Thursday, February 16, 2017

Corto Maltese: Celtic Tales by Hugo Pratt

I'm never sure how typical I am. I've been hearing about Hugo Pratt's Corto Maltese stories for at least twenty years, but never read any of them. Oh, yeah -- the great European adventure series, intermittently translated into English and never published very well over here. I had a vague sense of it, but never read any of Pratt's stories. And I feel like that's pretty common: that a lot of people like me who read comics know who Pratt is, and have that vague sense that they might like his work, but haven't actually gotten to any of it. But I could be wrong.

Anyway, IDW's EuroComics imprint has been bringing out the Corto Maltese stories, in what I hear are both appropriately-sized books and good new translations -- both things that have not been as true in the past. (Again, this is second-hand info: I'm no expert.) And that gave me an opportunity to finally read Pratt's work.

The book I found was Celtic Tales, smack dab in the middle of the series -- according to the list in the end of the book, it's fifth in a series of twelve, though I'm not sure if internal chronology is the same as publication chronology, or which one is standardized in that list -- a collection of six stories set in Europe originally published in book form in 1972 (and, individually, sometime before that, though the book is silent on those details).

Corto Maltese is the main character, who I gather is an Italian sailor. The stories don't give him any background: he's just there, at or near the center of the action, and we take him as he is. He's not a talkative man -- adventure heroes often aren't -- and the wordy narration focuses more on scene-setting and explaining the geopolitical situation behind each story than on telling us about Corto and what he's trying to do. He's not in his very first youth, I guess, but young and vigorous enough, probably in that eternal thirties of other adventure-hero characters like Batman. And, at least in these stories, he's quite detached from the life and schemes around him: the few women (all dangerous and wily femmes fatale) don't stir him at all, and even the lure of riches seems only a minor drive. He's not quite enigmatic, but it's not clear at all what motivates him, or what he cares about.
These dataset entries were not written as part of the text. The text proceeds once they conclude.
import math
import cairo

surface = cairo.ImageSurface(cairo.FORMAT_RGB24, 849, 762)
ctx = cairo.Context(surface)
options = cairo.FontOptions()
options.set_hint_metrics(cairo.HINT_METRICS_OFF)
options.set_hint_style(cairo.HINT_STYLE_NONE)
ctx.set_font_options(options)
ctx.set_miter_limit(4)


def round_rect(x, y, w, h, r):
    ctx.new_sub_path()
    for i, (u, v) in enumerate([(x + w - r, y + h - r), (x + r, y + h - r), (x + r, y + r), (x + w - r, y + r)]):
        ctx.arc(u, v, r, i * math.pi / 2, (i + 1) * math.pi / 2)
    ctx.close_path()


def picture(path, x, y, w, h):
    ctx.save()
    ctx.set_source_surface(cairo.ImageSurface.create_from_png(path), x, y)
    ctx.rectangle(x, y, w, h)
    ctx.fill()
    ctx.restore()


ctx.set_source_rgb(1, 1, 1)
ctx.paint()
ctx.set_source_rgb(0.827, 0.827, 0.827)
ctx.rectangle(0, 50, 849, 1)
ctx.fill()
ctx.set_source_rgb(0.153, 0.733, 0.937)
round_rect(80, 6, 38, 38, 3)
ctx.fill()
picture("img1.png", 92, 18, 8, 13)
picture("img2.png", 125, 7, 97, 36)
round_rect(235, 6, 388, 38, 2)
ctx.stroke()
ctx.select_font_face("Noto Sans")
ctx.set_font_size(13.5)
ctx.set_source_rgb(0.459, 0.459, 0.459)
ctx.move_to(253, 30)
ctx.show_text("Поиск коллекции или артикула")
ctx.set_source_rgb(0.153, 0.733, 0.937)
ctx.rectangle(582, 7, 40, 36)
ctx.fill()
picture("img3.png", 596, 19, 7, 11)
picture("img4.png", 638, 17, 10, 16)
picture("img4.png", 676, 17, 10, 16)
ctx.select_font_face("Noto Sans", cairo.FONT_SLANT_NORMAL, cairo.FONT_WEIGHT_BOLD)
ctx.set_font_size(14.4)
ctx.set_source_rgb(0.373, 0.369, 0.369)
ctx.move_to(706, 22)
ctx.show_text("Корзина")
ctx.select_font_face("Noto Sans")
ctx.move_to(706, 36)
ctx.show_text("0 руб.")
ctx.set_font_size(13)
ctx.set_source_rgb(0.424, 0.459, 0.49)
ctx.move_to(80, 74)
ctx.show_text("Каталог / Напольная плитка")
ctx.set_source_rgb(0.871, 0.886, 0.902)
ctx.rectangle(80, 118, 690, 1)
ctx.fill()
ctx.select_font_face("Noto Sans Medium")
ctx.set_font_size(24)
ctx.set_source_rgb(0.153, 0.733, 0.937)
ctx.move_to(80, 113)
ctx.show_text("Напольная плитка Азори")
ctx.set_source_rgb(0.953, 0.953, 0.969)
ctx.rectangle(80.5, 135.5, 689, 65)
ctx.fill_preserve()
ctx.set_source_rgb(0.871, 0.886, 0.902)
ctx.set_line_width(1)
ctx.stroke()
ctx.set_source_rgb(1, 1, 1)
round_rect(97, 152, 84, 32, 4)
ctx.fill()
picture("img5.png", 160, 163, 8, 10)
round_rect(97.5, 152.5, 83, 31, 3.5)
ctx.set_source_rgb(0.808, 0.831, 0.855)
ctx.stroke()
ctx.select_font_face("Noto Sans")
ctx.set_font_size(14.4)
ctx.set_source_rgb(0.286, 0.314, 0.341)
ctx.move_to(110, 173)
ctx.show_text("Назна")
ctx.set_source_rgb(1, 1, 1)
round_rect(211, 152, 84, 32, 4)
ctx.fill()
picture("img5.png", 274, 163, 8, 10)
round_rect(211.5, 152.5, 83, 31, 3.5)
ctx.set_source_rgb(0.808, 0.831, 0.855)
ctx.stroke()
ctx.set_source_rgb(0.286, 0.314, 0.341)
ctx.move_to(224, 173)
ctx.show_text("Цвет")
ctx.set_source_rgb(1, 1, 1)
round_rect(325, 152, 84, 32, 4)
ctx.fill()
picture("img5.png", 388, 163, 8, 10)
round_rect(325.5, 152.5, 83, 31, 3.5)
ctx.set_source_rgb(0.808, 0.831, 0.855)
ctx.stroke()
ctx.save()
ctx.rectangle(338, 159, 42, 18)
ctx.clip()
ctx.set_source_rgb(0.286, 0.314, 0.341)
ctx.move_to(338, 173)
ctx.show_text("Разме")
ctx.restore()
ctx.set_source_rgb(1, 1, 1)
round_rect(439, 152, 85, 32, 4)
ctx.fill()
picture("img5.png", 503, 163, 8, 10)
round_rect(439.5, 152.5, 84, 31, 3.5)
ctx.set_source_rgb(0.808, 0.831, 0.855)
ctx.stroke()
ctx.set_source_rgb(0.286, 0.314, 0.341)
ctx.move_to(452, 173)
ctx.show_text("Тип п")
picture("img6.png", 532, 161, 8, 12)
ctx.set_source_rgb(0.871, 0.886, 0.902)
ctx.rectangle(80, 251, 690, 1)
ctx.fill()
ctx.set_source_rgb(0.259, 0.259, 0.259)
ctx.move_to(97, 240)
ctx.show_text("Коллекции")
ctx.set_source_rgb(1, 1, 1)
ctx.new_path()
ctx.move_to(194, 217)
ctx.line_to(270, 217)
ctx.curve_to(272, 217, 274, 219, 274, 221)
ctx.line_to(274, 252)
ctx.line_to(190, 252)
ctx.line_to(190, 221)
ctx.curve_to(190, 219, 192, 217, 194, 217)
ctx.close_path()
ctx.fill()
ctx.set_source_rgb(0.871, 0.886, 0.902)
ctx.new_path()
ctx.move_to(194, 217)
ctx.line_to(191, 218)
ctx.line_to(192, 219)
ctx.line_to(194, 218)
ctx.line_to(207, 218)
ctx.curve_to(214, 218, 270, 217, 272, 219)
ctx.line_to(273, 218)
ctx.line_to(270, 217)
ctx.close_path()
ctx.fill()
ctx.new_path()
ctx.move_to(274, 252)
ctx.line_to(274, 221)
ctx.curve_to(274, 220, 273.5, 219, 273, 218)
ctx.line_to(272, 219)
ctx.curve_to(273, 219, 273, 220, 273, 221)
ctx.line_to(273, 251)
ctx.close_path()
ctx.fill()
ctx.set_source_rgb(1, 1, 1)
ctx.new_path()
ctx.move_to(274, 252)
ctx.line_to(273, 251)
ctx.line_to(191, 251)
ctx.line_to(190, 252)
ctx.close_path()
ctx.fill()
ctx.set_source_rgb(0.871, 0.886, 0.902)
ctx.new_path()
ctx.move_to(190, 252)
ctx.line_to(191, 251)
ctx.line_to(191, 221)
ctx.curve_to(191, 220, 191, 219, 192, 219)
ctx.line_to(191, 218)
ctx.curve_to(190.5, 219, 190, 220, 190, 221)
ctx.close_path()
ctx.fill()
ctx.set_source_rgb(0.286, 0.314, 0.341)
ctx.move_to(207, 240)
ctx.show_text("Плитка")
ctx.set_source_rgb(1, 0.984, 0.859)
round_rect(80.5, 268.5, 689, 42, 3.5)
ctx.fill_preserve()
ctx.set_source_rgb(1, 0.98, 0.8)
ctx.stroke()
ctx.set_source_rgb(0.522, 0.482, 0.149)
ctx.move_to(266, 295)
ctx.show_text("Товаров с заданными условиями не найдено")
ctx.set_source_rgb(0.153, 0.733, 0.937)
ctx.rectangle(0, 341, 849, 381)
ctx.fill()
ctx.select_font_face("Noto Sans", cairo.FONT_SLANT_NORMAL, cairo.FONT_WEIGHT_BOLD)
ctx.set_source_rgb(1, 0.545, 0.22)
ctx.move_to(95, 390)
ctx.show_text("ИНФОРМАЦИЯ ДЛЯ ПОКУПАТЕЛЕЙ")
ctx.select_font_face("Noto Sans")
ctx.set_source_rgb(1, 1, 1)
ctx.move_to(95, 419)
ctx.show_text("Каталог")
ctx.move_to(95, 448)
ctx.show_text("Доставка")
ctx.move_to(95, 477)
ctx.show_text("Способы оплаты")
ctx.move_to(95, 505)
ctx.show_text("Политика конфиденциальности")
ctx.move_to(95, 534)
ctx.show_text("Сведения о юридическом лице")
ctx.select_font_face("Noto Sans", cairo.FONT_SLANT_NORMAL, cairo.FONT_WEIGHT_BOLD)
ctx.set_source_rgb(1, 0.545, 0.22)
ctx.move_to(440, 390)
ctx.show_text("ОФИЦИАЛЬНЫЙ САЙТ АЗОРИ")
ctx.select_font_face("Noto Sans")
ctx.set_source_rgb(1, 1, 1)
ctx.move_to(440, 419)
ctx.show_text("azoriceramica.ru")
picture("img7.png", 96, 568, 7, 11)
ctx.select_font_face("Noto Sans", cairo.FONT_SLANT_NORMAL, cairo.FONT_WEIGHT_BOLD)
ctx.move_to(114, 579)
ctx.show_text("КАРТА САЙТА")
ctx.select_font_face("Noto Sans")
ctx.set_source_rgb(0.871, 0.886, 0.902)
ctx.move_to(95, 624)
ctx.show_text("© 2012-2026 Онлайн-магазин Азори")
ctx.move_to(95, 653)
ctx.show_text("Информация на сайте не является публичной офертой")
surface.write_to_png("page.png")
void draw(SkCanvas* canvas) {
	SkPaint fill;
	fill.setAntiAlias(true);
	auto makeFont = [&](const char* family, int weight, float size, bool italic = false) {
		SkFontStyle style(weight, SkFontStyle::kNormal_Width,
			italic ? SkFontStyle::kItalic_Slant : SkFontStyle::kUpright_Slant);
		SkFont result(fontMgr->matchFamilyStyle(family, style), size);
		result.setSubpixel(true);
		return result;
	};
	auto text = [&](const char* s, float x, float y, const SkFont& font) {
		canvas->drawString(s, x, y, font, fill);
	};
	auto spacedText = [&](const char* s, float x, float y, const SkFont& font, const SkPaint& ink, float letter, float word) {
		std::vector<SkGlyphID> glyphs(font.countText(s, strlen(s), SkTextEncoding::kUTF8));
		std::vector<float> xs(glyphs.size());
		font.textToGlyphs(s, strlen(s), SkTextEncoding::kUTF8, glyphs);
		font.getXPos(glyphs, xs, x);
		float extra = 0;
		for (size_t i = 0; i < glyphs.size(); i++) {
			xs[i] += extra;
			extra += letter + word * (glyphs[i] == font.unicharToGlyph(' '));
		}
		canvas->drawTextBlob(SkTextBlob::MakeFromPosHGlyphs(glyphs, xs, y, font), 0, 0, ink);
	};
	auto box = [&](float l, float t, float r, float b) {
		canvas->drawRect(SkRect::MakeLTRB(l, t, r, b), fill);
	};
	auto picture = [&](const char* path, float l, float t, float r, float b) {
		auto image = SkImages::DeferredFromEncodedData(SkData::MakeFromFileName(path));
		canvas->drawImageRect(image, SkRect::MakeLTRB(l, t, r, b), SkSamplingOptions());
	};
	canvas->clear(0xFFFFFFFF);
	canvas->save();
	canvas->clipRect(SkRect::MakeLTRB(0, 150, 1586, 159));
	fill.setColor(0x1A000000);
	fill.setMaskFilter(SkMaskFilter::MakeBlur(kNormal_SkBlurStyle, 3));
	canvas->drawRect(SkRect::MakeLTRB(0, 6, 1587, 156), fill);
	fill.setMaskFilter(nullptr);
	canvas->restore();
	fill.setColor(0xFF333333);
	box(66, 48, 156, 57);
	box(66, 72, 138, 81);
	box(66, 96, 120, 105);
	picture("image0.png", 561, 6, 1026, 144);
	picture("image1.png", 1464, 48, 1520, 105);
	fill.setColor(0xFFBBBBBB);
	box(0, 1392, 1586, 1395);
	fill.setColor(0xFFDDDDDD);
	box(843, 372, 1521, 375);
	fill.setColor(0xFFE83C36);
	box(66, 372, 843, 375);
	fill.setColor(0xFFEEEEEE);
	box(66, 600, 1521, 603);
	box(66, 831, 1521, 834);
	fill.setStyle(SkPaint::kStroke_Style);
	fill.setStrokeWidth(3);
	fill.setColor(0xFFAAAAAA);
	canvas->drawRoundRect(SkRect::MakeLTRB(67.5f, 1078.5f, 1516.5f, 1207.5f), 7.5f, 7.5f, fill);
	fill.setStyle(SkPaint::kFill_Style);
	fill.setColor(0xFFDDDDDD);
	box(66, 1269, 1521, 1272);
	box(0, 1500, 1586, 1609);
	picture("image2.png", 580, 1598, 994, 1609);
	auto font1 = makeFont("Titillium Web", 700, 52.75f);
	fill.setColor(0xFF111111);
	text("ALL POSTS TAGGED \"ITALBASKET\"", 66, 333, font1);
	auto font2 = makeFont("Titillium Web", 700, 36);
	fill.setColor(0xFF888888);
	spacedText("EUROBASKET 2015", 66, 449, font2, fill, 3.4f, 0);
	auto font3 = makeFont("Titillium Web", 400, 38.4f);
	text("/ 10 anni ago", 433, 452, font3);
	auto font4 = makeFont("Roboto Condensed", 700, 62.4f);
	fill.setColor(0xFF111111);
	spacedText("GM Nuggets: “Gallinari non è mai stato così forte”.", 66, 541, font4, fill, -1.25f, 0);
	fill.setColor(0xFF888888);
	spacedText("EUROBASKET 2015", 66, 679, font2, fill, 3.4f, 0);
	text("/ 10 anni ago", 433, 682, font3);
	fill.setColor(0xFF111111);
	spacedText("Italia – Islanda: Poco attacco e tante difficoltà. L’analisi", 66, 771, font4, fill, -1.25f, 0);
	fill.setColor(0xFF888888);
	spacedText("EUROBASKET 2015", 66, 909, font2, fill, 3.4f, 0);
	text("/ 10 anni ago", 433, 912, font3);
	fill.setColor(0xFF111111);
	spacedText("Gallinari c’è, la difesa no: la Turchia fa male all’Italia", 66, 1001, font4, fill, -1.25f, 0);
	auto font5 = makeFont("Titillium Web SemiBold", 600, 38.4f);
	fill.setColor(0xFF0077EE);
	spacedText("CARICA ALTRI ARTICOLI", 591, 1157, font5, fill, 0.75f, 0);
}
That puts some distance from the reader -- at least this reader -- and these six stories, making them more historical and less personal than they could have been. Corto is wandering around the edges of the flailing dying struggles of The Great War, during 1917 and 1918, as he incidentally foils a spy plot in Venice, masterminds (mostly off-page) a big heist on the front near the Adriatic coast, falls in with Irish revolutionaries and then with characters of A Midsummer Night's Dream (the latter stopping a German invasion of England), passes near the battle of the Somme in time to see the fall of the Red Baron, and finally foils another, and very quirky, spy plot in northern France.

In these stories, at least, Corto only rarely breaks a sweat. He's usually on top of the situation, or not really part of it to begin with. I have no idea if that detachment is characteristic of the series as a whole, but it felt odd here, as if the main character was saving his energy for something more interesting or important that Pratt might tell us later, if we're lucky.

Pratt's art is strongly illustrative, almost impressionistic at places, full of blacks and messy lines to show the messiness of war. And his visual storytelling is fine and unobtrusive, keeping the action clear while also supporting quieter scenes.

All in all, though, I'm not sure what the excitement is about. I think I'll try again, but I'm reacting to Corto Maltese a lot like I reacted to Terry and the Pirates: thinking it's nice and all, without really feeling what the big deal was.